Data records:

━━━━━━━━━━━━━━━━━━━━

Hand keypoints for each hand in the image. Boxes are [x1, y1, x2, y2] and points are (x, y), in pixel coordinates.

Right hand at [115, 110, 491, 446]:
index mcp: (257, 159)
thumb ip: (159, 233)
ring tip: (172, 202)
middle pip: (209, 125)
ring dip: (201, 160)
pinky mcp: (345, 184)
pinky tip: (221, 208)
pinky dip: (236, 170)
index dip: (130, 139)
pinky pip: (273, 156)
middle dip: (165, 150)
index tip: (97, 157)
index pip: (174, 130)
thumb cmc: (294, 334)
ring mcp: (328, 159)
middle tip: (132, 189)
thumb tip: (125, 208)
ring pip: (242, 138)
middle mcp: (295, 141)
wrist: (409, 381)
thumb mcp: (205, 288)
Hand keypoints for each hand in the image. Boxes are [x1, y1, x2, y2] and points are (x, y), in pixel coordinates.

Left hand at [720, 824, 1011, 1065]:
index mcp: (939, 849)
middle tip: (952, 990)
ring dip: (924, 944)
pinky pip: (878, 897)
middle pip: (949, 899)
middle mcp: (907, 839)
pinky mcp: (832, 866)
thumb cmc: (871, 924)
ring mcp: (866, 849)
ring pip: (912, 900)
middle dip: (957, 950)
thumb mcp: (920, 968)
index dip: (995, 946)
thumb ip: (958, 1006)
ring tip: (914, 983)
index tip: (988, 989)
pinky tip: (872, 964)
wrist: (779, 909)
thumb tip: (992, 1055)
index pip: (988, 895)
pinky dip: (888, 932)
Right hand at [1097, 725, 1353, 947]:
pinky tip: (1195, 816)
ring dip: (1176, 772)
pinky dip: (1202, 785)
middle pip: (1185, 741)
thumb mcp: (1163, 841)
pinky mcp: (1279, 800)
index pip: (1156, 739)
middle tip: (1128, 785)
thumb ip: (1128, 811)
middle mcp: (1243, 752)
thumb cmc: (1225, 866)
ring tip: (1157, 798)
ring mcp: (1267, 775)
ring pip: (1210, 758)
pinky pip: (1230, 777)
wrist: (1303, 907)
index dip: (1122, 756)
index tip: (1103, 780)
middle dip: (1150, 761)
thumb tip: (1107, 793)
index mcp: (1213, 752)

━━━━━━━━━━━━━━━━━━━━

TASK DETAILS: Restate the entries above. Match them exactly.

FINISHED TASK:
Hand keypoints for each hand in the image. Boxes are [x1, y1, x2, y2] and points are (x, y), in pixel coordinates.

Right hand at [115, 110, 491, 446]:
index mcp: (257, 159)
thumb ip: (159, 233)
ring tip: (172, 202)
middle pip: (209, 125)
ring dip: (201, 160)
pinky mcp: (345, 184)
pinky tip: (221, 208)
pinky dip: (236, 170)
index dip: (130, 139)
pinky pip: (273, 156)
middle dip: (165, 150)
index tip: (97, 157)
index pip: (174, 130)
thumb cmc: (294, 334)
ring mcp: (328, 159)
middle tip: (132, 189)
thumb tip: (125, 208)
ring pip: (242, 138)
middle mcp: (295, 141)
wrist: (409, 381)
thumb mcp: (205, 288)
Hand keypoints for each hand in the image. Boxes are [x1, y1, x2, y2] and points are (x, y), in pixel coordinates.

Left hand at [720, 824, 1011, 1065]:
index mcp: (939, 849)
middle tip: (952, 990)
ring dip: (924, 944)
pinky pip: (878, 897)
middle pip: (949, 899)
middle mcp: (907, 839)
pinky mcp: (832, 866)
thumb cmc: (871, 924)
ring mcp: (866, 849)
ring pip: (912, 900)
middle dip: (957, 950)
thumb mcp: (920, 968)
index dip: (995, 946)
thumb ip: (958, 1006)
ring tip: (914, 983)
index tip: (988, 989)
pinky tip: (872, 964)
wrist: (779, 909)
thumb tip: (992, 1055)
index pip: (988, 895)
pinky dip: (888, 932)
Right hand at [1097, 725, 1353, 947]:
pinky tip: (1195, 816)
ring dip: (1176, 772)
pinky dip: (1202, 785)
middle pip: (1185, 741)
thumb mcp: (1163, 841)
pinky mcp: (1279, 800)
index pip: (1156, 739)
middle tip: (1128, 785)
thumb ip: (1128, 811)
middle mcp: (1243, 752)
thumb cmc: (1225, 866)
ring tip: (1157, 798)
ring mcp: (1267, 775)
ring pip: (1210, 758)
pinky pip: (1230, 777)
wrist: (1303, 907)
index dip: (1122, 756)
index tip: (1103, 780)
middle dip: (1150, 761)
thumb tip: (1107, 793)
index mcp: (1213, 752)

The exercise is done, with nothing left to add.